The most obvious effect was the marked reduction in survival of the high dose groups (2000 mg/kg). Survival of the medium-dose group of male rats (1000 mg/kg) was significantly reduced compared to the survival of the control group. Survival of the low-dose group was not significantly different to the control group.

Dose-related depressions in mean body weight were apparent in both male and female rat studies. The mean body weights of the male and female mouse groups treated with 2 -ethoxyethanol did not appear to differ markedly from the control.
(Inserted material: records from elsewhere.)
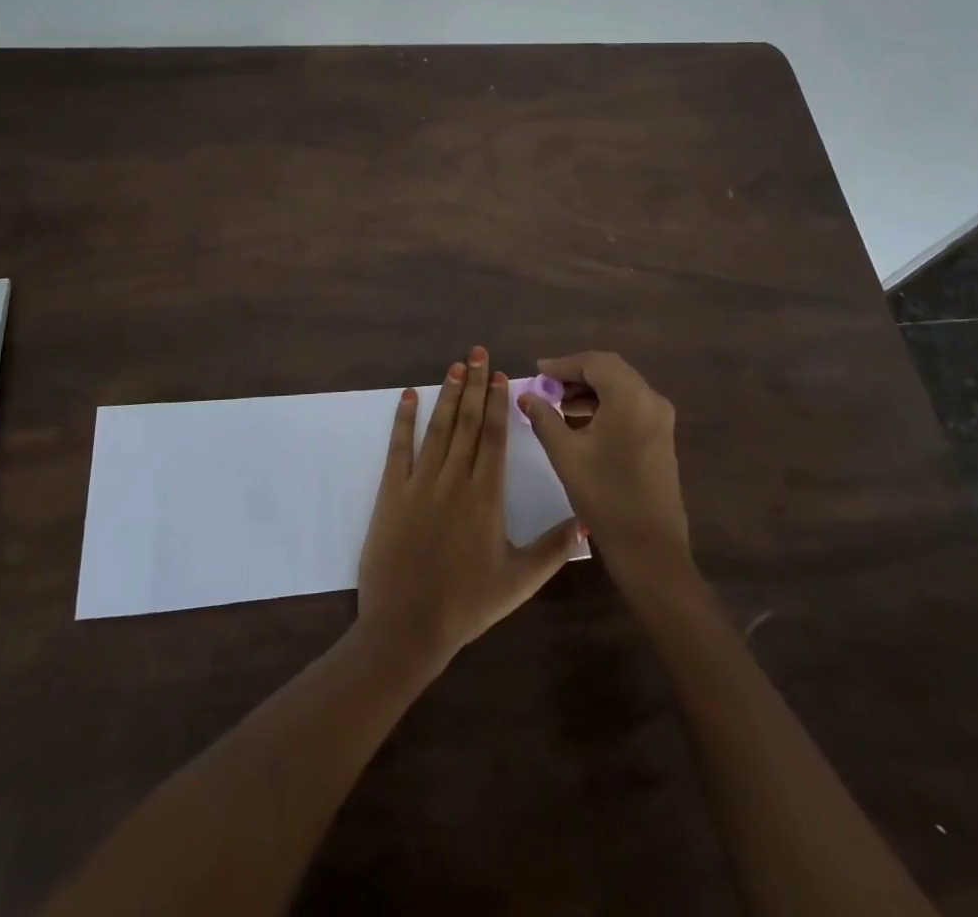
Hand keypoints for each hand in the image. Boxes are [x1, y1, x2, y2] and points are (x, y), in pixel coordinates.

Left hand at [357, 347, 582, 669]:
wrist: (407, 626)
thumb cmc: (466, 604)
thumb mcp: (519, 581)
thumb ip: (553, 549)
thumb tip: (587, 523)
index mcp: (486, 496)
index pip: (495, 437)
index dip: (499, 403)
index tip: (502, 375)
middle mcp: (455, 479)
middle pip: (469, 422)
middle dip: (476, 385)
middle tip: (479, 352)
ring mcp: (420, 482)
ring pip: (438, 428)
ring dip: (448, 394)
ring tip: (456, 365)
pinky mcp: (391, 492)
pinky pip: (399, 447)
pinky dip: (403, 419)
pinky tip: (408, 395)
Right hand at [521, 351, 689, 580]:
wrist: (649, 546)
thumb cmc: (604, 494)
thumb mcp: (565, 453)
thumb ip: (544, 417)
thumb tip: (527, 395)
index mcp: (629, 396)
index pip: (593, 362)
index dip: (562, 364)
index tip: (537, 371)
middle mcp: (651, 399)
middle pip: (610, 370)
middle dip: (576, 375)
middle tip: (546, 386)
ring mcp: (660, 418)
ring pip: (621, 388)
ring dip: (590, 390)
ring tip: (558, 405)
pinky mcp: (661, 436)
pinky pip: (630, 406)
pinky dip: (605, 405)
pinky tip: (581, 423)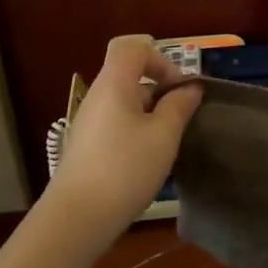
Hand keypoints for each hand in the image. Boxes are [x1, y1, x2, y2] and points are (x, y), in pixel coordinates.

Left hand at [44, 35, 201, 241]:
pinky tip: (148, 160)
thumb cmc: (125, 169)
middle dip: (159, 90)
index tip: (178, 87)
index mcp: (113, 84)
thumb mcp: (163, 136)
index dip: (160, 58)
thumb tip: (190, 88)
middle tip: (181, 117)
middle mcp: (96, 97)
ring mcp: (88, 123)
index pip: (132, 47)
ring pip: (124, 102)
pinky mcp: (86, 147)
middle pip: (129, 75)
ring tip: (168, 143)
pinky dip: (136, 131)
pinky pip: (116, 123)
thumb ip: (179, 106)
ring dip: (150, 114)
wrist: (76, 219)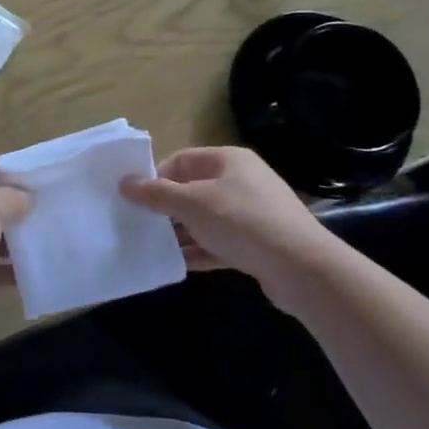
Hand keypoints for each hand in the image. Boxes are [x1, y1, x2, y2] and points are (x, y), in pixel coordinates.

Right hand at [120, 147, 327, 300]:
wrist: (303, 269)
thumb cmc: (243, 222)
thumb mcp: (192, 204)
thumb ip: (156, 194)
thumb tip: (124, 183)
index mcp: (228, 160)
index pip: (181, 160)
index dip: (156, 177)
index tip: (135, 199)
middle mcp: (242, 181)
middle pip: (193, 189)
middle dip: (167, 207)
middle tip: (140, 223)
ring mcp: (253, 213)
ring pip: (206, 219)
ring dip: (181, 232)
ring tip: (153, 245)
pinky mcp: (258, 244)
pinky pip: (220, 243)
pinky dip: (200, 250)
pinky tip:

Testis of the high-dose male rats and mice were generally decreased in size and testicular atrophy was seen. Additionally stomach ulcers were observed in many of the high-dose male and female rats and the high-dose male mice.

Chronic study result:

Gross observations indicated that chronic treatment with 2 -ethoxyethanol at the medium und low dose levels caused an apparent enlargement of the adrenal gland in male rats and interfered with the development of spontaneous gross lesions of the spleen, pituitary, and testis. In female rats the treatment caused a decrease in the incidences of enlarged spleens and pituitaries and of subcutaneous masses in the mammary gland region.

Applicant's summary and conclusion

Conclusions:
The test substance 2-ethoxyethanol was administered orally in a chronic and subacute study to mice and rats. The main observations during the subacute study were, apart from the marked reduction in survival (2000 mg/kg), testicular atrophy and stomach ulcers in the high dose groups. In the chronic study there were different observations like enlargement of adrenal gland, gross lesions of the spleen, pituitary, and testis. In the opinion of the author of this IUCLID dossier these observations can be a hint for a possible cancerogenic potential of the test substance.